(Stored data entries)
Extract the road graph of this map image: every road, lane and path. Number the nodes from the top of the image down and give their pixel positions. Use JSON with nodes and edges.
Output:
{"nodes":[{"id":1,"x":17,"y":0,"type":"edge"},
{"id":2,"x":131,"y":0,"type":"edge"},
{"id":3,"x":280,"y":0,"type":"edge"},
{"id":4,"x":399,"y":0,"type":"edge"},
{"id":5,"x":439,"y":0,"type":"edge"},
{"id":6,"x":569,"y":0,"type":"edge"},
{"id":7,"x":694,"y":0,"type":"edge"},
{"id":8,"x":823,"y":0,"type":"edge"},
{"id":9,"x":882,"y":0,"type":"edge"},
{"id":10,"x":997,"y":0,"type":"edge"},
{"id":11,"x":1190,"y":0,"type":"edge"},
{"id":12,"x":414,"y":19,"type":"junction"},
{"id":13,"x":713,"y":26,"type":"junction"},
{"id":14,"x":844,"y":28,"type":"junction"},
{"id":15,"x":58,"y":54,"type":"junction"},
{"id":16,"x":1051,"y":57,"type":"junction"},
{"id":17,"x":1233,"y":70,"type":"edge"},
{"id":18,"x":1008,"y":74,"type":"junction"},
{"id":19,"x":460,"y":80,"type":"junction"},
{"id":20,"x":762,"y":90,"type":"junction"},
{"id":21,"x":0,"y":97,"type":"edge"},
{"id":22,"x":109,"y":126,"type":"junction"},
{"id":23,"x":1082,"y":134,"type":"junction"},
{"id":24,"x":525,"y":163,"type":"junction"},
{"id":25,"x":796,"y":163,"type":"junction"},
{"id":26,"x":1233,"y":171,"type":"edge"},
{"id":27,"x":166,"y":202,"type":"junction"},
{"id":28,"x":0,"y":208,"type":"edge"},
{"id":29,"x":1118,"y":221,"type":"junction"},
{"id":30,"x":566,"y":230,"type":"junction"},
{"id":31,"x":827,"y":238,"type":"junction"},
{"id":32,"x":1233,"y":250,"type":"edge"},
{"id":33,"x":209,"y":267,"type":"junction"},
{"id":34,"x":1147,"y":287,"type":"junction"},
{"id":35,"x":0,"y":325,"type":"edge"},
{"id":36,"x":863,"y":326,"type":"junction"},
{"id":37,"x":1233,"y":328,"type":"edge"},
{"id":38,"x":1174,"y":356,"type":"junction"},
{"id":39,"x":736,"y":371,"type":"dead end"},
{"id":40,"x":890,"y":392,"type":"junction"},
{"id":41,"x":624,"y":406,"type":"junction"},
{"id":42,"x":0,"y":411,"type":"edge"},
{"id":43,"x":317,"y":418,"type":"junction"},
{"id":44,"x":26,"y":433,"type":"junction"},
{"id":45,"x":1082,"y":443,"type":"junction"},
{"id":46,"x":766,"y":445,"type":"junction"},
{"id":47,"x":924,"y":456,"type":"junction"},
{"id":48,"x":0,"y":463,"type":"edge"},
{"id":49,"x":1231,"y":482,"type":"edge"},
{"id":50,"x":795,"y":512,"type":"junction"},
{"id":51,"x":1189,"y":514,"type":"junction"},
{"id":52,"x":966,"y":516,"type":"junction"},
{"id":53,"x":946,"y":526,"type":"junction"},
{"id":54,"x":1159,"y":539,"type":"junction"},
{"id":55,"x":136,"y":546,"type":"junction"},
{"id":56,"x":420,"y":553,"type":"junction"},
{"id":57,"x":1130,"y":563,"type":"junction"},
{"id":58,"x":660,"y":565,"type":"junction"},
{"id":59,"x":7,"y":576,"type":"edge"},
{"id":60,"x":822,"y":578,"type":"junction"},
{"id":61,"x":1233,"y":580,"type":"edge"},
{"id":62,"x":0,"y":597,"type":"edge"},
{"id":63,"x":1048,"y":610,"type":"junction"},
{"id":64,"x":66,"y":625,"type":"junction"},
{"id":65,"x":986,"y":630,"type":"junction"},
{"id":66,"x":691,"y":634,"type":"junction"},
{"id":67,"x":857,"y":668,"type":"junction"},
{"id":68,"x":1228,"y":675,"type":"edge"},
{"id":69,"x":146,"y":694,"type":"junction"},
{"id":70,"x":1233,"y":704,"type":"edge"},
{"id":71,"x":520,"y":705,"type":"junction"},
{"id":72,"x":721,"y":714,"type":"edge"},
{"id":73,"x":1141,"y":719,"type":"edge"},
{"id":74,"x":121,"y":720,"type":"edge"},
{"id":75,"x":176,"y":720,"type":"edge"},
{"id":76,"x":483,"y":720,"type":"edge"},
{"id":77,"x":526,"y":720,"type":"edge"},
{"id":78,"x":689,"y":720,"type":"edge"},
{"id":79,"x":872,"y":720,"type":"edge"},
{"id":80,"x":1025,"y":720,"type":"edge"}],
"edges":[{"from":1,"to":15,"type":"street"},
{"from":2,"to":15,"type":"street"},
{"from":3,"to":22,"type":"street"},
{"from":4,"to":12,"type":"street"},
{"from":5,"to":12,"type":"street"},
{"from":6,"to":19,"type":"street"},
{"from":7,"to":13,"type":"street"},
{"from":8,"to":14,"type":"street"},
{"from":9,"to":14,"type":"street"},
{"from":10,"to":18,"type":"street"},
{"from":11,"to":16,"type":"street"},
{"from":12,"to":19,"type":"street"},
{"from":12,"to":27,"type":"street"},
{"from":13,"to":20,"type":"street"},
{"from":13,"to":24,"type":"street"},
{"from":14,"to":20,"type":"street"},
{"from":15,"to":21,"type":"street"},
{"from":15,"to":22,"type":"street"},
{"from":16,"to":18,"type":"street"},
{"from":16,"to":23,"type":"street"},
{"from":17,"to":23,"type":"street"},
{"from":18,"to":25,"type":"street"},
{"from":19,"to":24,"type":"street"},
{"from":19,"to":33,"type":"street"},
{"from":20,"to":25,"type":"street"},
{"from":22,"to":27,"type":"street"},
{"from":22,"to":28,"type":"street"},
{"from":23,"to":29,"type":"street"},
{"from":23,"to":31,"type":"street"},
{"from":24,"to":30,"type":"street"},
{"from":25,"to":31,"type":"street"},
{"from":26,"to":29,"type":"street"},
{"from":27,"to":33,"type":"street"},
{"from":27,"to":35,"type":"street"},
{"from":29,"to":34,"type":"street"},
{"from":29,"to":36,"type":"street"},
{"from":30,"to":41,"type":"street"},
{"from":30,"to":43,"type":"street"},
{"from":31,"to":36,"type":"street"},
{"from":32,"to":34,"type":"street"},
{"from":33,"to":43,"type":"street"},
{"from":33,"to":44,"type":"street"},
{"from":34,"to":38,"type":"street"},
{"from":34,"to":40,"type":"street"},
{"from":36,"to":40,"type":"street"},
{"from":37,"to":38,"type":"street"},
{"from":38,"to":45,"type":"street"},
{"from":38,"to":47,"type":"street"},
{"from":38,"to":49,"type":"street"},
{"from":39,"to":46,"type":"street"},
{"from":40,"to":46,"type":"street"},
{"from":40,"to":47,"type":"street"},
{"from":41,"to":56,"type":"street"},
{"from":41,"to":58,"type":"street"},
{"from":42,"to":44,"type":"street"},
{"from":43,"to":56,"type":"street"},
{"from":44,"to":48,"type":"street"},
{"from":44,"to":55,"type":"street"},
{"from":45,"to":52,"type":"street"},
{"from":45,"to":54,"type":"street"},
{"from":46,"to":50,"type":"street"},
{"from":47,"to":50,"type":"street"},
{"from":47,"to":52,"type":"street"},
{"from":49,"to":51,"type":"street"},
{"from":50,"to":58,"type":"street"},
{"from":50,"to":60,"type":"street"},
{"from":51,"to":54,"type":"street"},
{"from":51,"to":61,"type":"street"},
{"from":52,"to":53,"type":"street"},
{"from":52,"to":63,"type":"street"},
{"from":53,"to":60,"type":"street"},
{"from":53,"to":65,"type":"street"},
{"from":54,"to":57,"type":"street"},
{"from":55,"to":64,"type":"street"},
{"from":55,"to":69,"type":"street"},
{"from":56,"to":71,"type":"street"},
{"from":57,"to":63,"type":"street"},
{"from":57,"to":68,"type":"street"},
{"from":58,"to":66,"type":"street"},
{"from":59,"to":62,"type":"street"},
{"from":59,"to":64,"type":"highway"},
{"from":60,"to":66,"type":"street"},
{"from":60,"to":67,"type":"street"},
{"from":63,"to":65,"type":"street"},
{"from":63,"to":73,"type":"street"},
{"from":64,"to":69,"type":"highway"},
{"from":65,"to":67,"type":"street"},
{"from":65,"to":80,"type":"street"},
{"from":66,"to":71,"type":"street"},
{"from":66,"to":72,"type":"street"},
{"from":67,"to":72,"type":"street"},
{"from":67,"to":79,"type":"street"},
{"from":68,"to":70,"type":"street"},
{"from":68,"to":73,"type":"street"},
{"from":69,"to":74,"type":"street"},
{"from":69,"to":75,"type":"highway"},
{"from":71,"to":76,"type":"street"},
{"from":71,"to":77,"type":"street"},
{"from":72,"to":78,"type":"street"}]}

__TASK PROMPT__
Look over the entries above and say how many lines contain "edges"; give only the number.

__RESPONSE TO THE EXERCISE__
2